Considérant :

  • premièrement les prévisions sur la situation politique et l’état du monde
  • deuxièmement qu’il vaut mieux paraître informé et engagé que lucide et en retrait, autrement dit croire en une solution plutôt que pas.
  • enfin qu’un minimum de compromis est nécessaire pour vivre avec ses semblables,

l’apprentissage d’un code langagier de survie en société est indispensable.

Il convient à toutes situations générant débats et discussions dont le milieu artistique tout comme le milieu politique est friand.

Il n’a pas besoin d’être intelligible car il ne mobilise pas l’intellect, mais simplement compréhensible au sens où il peut être immédiatement décrypté et considéré comme inoffensif.

Il peut se réduire à quelques onomatopées marquant l’approbation ou la désapprobation avec conviction et à des moments précis – bien choisis dans la conversation – pour appuyer le verbe de tel ou tel orateur présent.

L’objectif étant de traduire l’intérêt et une participation active même si elle n’est que de façade, y joindre un panel de mimiques faciales puisées dans un éventail d’expressions allant de l’étonnement à l’horreur, du contentement au mépris et reflétant les propos énoncés par ailleurs.

 

Ce code offre à celui qui l’utilise certains avantages – observer les courants dominants, les rapports de pouvoir, les tactiques souterraines, les manœuvres faisant et défaisant les alliances au détour d’une idée ou d’un mot habilement placé et suffisamment porteur (de quoi ?), les intonations forçant la conviction, les trémolos dans la voix, tous les flux qui traversent et agitent une assemblée – sans offrir de prise.
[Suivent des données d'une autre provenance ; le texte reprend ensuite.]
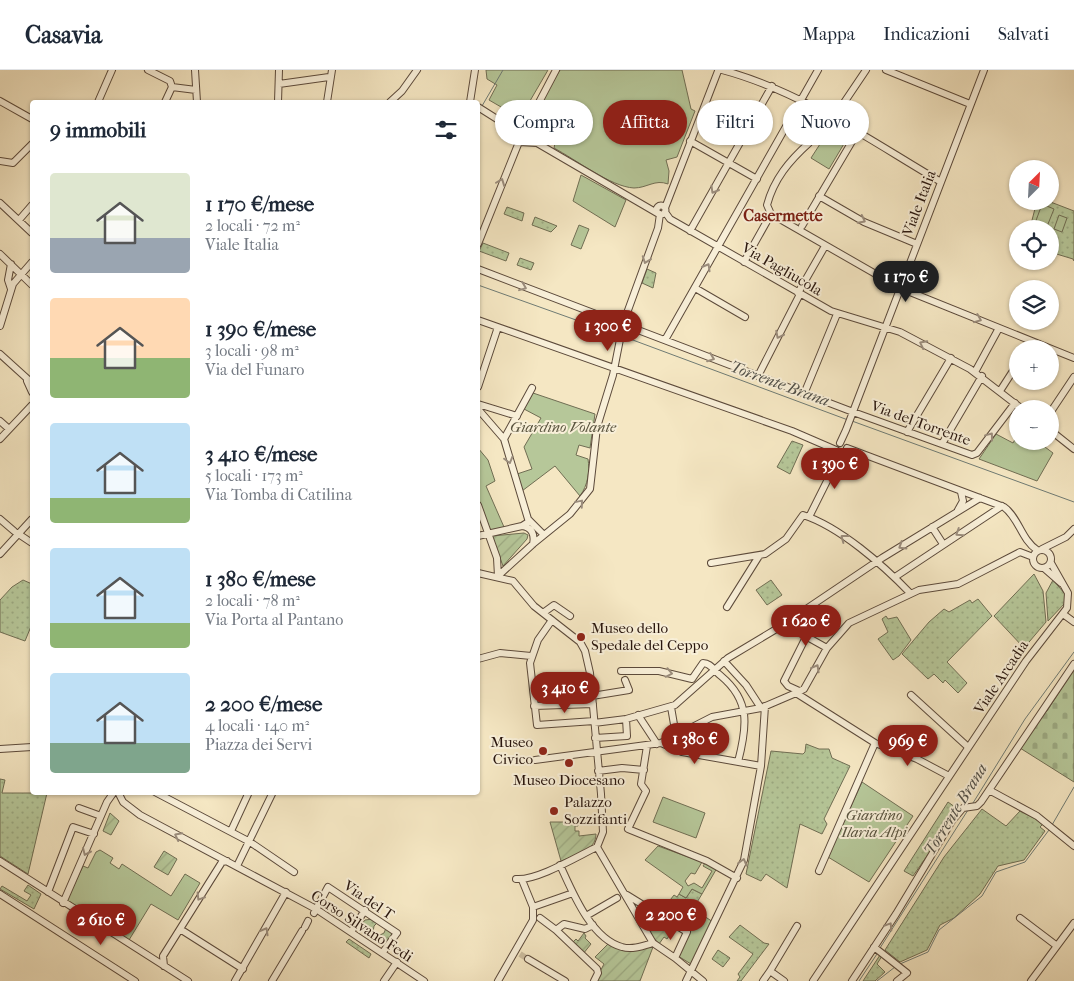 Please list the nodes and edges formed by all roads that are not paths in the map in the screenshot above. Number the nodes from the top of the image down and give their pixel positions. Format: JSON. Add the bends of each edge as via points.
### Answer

Il permet d’économiser une énergie qui serait perdue d’avance si elle était investie dans la bataille. Il favorise les pauses intérieures et les décrochements, ceux où la pensée vagabonde et quitte la pièce pour trouver des lieux plus agréables, une compagnie choisie et des centres d’intérêt personnels. De surcroît il donne une portée particulière à la voix de celle ou celui qui d’ordinaire le pratique lorsque, exceptionnellement, elle sort de cette « basse fréquence ». Et quand bien même la saillie serait hors de propos, elle offre un curieux contrepoint, inattendu, une sorte d’ouverture sur un hors champ bienfaisant qui introduit dans le débat au pire un point de vue supplémentaire rapidement assimilé, au mieux une diversion.

Le seul risque, tout bien considéré, est d’atterrir à côté, de ne pas retomber sur ses pattes et d’être ainsi repéré.

Si rien ne transparait et que l’on reste coi, domine la satisfaction de ne pas avoir cédé aux besoins de l’égo, celle de ne pas avoir ajouté au brouhaha ambiant et d’avoir, en un point de l’espace, essayé d’équilibrer l’ensemble.